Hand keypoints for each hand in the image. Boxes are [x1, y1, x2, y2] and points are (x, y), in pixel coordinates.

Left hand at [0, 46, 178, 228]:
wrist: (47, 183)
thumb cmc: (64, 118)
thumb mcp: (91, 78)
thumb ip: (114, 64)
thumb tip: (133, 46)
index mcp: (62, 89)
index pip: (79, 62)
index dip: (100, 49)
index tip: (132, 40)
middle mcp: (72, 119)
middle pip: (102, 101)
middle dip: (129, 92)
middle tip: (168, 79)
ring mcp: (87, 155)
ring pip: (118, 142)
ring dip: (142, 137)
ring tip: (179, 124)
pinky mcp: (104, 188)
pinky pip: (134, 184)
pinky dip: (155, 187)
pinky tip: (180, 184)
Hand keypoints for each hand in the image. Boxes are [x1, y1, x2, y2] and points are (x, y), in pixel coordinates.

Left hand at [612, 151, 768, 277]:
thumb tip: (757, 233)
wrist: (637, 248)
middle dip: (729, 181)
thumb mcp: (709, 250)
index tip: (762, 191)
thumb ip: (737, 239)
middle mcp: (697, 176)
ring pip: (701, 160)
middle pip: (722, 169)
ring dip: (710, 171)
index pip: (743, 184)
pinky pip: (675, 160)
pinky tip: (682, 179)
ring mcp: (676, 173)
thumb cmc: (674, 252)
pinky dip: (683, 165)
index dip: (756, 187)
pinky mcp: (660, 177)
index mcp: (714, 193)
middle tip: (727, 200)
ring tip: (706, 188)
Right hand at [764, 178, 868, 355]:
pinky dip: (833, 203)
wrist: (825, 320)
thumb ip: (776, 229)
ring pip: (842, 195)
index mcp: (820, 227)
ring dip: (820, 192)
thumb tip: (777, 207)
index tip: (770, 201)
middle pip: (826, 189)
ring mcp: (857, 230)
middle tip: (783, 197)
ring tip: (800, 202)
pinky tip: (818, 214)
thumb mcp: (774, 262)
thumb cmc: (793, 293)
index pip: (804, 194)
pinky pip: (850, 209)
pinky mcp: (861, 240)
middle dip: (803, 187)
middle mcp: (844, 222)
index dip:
════════════════
What you are asked to do:
Show the lines of the records that include the string "thumb".

Exercise output:
thumb cmc: (64, 118)
thumb mcp: (91, 78)
thumb ip: (114, 64)
thumb tip: (133, 46)
thumb tip: (757, 233)
thumb mcp: (709, 250)
thumb ip: (737, 239)
thumb cmc: (674, 252)
thumb ip: (776, 229)
thumb tip: (777, 207)
thumb mcp: (774, 262)
thumb cmc: (793, 293)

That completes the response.